+++ DATA RECORDS

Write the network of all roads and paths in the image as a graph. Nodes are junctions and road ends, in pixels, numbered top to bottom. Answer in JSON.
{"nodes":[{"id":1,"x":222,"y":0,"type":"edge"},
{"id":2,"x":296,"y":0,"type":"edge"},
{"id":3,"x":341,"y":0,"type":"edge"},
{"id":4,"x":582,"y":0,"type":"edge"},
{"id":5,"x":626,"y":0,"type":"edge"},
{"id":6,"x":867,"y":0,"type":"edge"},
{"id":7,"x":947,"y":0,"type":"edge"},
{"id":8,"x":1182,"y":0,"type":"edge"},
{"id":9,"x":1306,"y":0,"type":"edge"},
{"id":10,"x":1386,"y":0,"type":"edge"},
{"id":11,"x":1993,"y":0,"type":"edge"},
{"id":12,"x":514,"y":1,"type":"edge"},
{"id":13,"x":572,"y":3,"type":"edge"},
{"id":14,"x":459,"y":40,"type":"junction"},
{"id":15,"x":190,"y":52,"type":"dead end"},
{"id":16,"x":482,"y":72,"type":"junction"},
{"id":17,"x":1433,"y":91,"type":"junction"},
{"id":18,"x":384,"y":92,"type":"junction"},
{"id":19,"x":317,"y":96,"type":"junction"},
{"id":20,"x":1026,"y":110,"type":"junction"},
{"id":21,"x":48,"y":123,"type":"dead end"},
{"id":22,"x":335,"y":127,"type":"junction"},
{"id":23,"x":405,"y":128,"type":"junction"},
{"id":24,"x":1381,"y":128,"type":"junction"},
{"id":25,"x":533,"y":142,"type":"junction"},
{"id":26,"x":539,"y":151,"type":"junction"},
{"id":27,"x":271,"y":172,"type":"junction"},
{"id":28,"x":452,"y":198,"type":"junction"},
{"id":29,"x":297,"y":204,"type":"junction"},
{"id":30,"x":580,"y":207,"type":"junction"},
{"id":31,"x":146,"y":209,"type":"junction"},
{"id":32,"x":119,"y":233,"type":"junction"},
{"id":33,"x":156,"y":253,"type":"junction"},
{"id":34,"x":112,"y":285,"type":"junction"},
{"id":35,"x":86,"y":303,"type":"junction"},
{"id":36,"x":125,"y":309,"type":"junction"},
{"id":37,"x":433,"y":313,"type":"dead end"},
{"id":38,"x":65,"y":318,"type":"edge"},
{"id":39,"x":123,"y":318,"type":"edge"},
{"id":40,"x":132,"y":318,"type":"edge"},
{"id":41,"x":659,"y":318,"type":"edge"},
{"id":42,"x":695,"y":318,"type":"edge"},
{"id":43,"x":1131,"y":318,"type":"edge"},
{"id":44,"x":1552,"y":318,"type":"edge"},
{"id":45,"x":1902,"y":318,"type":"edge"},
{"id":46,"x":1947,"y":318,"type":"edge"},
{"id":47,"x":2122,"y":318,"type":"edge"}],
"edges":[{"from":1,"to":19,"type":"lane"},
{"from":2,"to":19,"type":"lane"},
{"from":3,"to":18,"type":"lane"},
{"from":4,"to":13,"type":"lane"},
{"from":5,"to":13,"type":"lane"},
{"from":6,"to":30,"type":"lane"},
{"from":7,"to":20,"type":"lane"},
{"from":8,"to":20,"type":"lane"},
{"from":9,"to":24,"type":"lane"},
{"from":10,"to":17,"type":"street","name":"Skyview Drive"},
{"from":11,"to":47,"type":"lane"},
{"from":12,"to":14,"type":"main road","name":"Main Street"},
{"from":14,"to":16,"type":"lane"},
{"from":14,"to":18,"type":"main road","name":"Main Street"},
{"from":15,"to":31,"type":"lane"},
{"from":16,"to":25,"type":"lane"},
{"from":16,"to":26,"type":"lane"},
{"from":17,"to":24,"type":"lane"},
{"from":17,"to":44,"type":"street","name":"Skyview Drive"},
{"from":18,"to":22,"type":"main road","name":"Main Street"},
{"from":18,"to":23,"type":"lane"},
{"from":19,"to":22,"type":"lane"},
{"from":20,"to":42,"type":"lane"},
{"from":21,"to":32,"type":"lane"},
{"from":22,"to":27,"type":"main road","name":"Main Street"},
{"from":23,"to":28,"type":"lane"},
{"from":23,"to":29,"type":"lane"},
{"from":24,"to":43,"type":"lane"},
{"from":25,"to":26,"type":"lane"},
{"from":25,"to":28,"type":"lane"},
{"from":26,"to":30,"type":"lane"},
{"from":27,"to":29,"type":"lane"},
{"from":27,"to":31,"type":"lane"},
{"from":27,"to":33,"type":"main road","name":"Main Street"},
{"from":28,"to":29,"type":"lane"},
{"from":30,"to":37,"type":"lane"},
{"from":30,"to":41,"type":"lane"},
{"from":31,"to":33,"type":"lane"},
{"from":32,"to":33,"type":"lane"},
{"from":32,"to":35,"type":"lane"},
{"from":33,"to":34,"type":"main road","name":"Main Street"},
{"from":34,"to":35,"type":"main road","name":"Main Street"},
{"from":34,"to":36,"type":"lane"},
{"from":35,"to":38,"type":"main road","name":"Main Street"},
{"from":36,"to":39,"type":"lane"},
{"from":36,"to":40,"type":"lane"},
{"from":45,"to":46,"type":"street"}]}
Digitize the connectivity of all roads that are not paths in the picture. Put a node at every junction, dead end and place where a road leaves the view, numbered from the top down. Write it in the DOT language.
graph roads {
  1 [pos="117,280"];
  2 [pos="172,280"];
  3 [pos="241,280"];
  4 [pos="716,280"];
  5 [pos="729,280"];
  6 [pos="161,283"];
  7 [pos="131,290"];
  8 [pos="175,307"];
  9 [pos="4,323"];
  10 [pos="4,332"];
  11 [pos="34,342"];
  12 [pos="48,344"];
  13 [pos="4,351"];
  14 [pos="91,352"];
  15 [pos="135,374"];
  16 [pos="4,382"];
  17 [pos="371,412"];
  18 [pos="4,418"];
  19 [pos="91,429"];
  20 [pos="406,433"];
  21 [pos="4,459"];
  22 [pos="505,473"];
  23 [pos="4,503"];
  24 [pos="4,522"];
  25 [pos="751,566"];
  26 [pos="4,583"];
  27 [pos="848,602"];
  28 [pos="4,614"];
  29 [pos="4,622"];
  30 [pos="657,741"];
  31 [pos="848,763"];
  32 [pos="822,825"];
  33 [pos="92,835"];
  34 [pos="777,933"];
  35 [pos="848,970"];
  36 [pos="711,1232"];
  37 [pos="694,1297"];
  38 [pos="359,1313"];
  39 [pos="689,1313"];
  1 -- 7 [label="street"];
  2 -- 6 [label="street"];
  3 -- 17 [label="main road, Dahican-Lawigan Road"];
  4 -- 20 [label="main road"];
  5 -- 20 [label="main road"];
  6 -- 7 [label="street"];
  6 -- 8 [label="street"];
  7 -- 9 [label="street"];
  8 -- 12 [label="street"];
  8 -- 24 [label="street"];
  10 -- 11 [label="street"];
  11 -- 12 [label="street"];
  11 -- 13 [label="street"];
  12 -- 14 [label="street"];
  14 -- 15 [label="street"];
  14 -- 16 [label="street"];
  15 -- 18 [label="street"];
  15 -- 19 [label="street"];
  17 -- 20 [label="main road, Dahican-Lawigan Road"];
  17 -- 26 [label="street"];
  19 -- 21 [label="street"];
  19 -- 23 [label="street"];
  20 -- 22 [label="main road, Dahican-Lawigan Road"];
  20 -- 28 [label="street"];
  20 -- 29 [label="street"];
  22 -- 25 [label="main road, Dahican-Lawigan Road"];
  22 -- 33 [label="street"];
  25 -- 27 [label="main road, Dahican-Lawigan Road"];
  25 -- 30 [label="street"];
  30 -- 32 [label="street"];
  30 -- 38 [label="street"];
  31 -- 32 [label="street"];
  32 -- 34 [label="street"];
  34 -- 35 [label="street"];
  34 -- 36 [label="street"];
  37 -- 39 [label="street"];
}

++++++

EXERCISE DETAILS: Write out the records once more, precisely as they stand.

REPLY:
Write the network of all roads and paths in the image as a graph. Nodes are junctions and road ends, in pixels, numbered top to bottom. Answer in JSON.
{"nodes":[{"id":1,"x":222,"y":0,"type":"edge"},
{"id":2,"x":296,"y":0,"type":"edge"},
{"id":3,"x":341,"y":0,"type":"edge"},
{"id":4,"x":582,"y":0,"type":"edge"},
{"id":5,"x":626,"y":0,"type":"edge"},
{"id":6,"x":867,"y":0,"type":"edge"},
{"id":7,"x":947,"y":0,"type":"edge"},
{"id":8,"x":1182,"y":0,"type":"edge"},
{"id":9,"x":1306,"y":0,"type":"edge"},
{"id":10,"x":1386,"y":0,"type":"edge"},
{"id":11,"x":1993,"y":0,"type":"edge"},
{"id":12,"x":514,"y":1,"type":"edge"},
{"id":13,"x":572,"y":3,"type":"edge"},
{"id":14,"x":459,"y":40,"type":"junction"},
{"id":15,"x":190,"y":52,"type":"dead end"},
{"id":16,"x":482,"y":72,"type":"junction"},
{"id":17,"x":1433,"y":91,"type":"junction"},
{"id":18,"x":384,"y":92,"type":"junction"},
{"id":19,"x":317,"y":96,"type":"junction"},
{"id":20,"x":1026,"y":110,"type":"junction"},
{"id":21,"x":48,"y":123,"type":"dead end"},
{"id":22,"x":335,"y":127,"type":"junction"},
{"id":23,"x":405,"y":128,"type":"junction"},
{"id":24,"x":1381,"y":128,"type":"junction"},
{"id":25,"x":533,"y":142,"type":"junction"},
{"id":26,"x":539,"y":151,"type":"junction"},
{"id":27,"x":271,"y":172,"type":"junction"},
{"id":28,"x":452,"y":198,"type":"junction"},
{"id":29,"x":297,"y":204,"type":"junction"},
{"id":30,"x":580,"y":207,"type":"junction"},
{"id":31,"x":146,"y":209,"type":"junction"},
{"id":32,"x":119,"y":233,"type":"junction"},
{"id":33,"x":156,"y":253,"type":"junction"},
{"id":34,"x":112,"y":285,"type":"junction"},
{"id":35,"x":86,"y":303,"type":"junction"},
{"id":36,"x":125,"y":309,"type":"junction"},
{"id":37,"x":433,"y":313,"type":"dead end"},
{"id":38,"x":65,"y":318,"type":"edge"},
{"id":39,"x":123,"y":318,"type":"edge"},
{"id":40,"x":132,"y":318,"type":"edge"},
{"id":41,"x":659,"y":318,"type":"edge"},
{"id":42,"x":695,"y":318,"type":"edge"},
{"id":43,"x":1131,"y":318,"type":"edge"},
{"id":44,"x":1552,"y":318,"type":"edge"},
{"id":45,"x":1902,"y":318,"type":"edge"},
{"id":46,"x":1947,"y":318,"type":"edge"},
{"id":47,"x":2122,"y":318,"type":"edge"}],
"edges":[{"from":1,"to":19,"type":"lane"},
{"from":2,"to":19,"type":"lane"},
{"from":3,"to":18,"type":"lane"},
{"from":4,"to":13,"type":"lane"},
{"from":5,"to":13,"type":"lane"},
{"from":6,"to":30,"type":"lane"},
{"from":7,"to":20,"type":"lane"},
{"from":8,"to":20,"type":"lane"},
{"from":9,"to":24,"type":"lane"},
{"from":10,"to":17,"type":"street","name":"Skyview Drive"},
{"from":11,"to":47,"type":"lane"},
{"from":12,"to":14,"type":"main road","name":"Main Street"},
{"from":14,"to":16,"type":"lane"},
{"from":14,"to":18,"type":"main road","name":"Main Street"},
{"from":15,"to":31,"type":"lane"},
{"from":16,"to":25,"type":"lane"},
{"from":16,"to":26,"type":"lane"},
{"from":17,"to":24,"type":"lane"},
{"from":17,"to":44,"type":"street","name":"Skyview Drive"},
{"from":18,"to":22,"type":"main road","name":"Main Street"},
{"from":18,"to":23,"type":"lane"},
{"from":19,"to":22,"type":"lane"},
{"from":20,"to":42,"type":"lane"},
{"from":21,"to":32,"type":"lane"},
{"from":22,"to":27,"type":"main road","name":"Main Street"},
{"from":23,"to":28,"type":"lane"},
{"from":23,"to":29,"type":"lane"},
{"from":24,"to":43,"type":"lane"},
{"from":25,"to":26,"type":"lane"},
{"from":25,"to":28,"type":"lane"},
{"from":26,"to":30,"type":"lane"},
{"from":27,"to":29,"type":"lane"},
{"from":27,"to":31,"type":"lane"},
{"from":27,"to":33,"type":"main road","name":"Main Street"},
{"from":28,"to":29,"type":"lane"},
{"from":30,"to":37,"type":"lane"},
{"from":30,"to":41,"type":"lane"},
{"from":31,"to":33,"type":"lane"},
{"from":32,"to":33,"type":"lane"},
{"from":32,"to":35,"type":"lane"},
{"from":33,"to":34,"type":"main road","name":"Main Street"},
{"from":34,"to":35,"type":"main road","name":"Main Street"},
{"from":34,"to":36,"type":"lane"},
{"from":35,"to":38,"type":"main road","name":"Main Street"},
{"from":36,"to":39,"type":"lane"},
{"from":36,"to":40,"type":"lane"},
{"from":45,"to":46,"type":"street"}]}
Digitize the connectivity of all roads that are not paths in the picture. Put a node at every junction, dead end and place where a road leaves the view, numbered from the top down. Write it in the DOT language.
graph roads {
  1 [pos="117,280"];
  2 [pos="172,280"];
  3 [pos="241,280"];
  4 [pos="716,280"];
  5 [pos="729,280"];
  6 [pos="161,283"];
  7 [pos="131,290"];
  8 [pos="175,307"];
  9 [pos="4,323"];
  10 [pos="4,332"];
  11 [pos="34,342"];
  12 [pos="48,344"];
  13 [pos="4,351"];
  14 [pos="91,352"];
  15 [pos="135,374"];
  16 [pos="4,382"];
  17 [pos="371,412"];
  18 [pos="4,418"];
  19 [pos="91,429"];
  20 [pos="406,433"];
  21 [pos="4,459"];
  22 [pos="505,473"];
  23 [pos="4,503"];
  24 [pos="4,522"];
  25 [pos="751,566"];
  26 [pos="4,583"];
  27 [pos="848,602"];
  28 [pos="4,614"];
  29 [pos="4,622"];
  30 [pos="657,741"];
  31 [pos="848,763"];
  32 [pos="822,825"];
  33 [pos="92,835"];
  34 [pos="777,933"];
  35 [pos="848,970"];
  36 [pos="711,1232"];
  37 [pos="694,1297"];
  38 [pos="359,1313"];
  39 [pos="689,1313"];
  1 -- 7 [label="street"];
  2 -- 6 [label="street"];
  3 -- 17 [label="main road, Dahican-Lawigan Road"];
  4 -- 20 [label="main road"];
  5 -- 20 [label="main road"];
  6 -- 7 [label="street"];
  6 -- 8 [label="street"];
  7 -- 9 [label="street"];
  8 -- 12 [label="street"];
  8 -- 24 [label="street"];
  10 -- 11 [label="street"];
  11 -- 12 [label="street"];
  11 -- 13 [label="street"];
  12 -- 14 [label="street"];
  14 -- 15 [label="street"];
  14 -- 16 [label="street"];
  15 -- 18 [label="street"];
  15 -- 19 [label="street"];
  17 -- 20 [label="main road, Dahican-Lawigan Road"];
  17 -- 26 [label="street"];
  19 -- 21 [label="street"];
  19 -- 23 [label="street"];
  20 -- 22 [label="main road, Dahican-Lawigan Road"];
  20 -- 28 [label="street"];
  20 -- 29 [label="street"];
  22 -- 25 [label="main road, Dahican-Lawigan Road"];
  22 -- 33 [label="street"];
  25 -- 27 [label="main road, Dahican-Lawigan Road"];
  25 -- 30 [label="street"];
  30 -- 32 [label="street"];
  30 -- 38 [label="street"];
  31 -- 32 [label="street"];
  32 -- 34 [label="street"];
  34 -- 35 [label="street"];
  34 -- 36 [label="street"];
  37 -- 39 [label="street"];
}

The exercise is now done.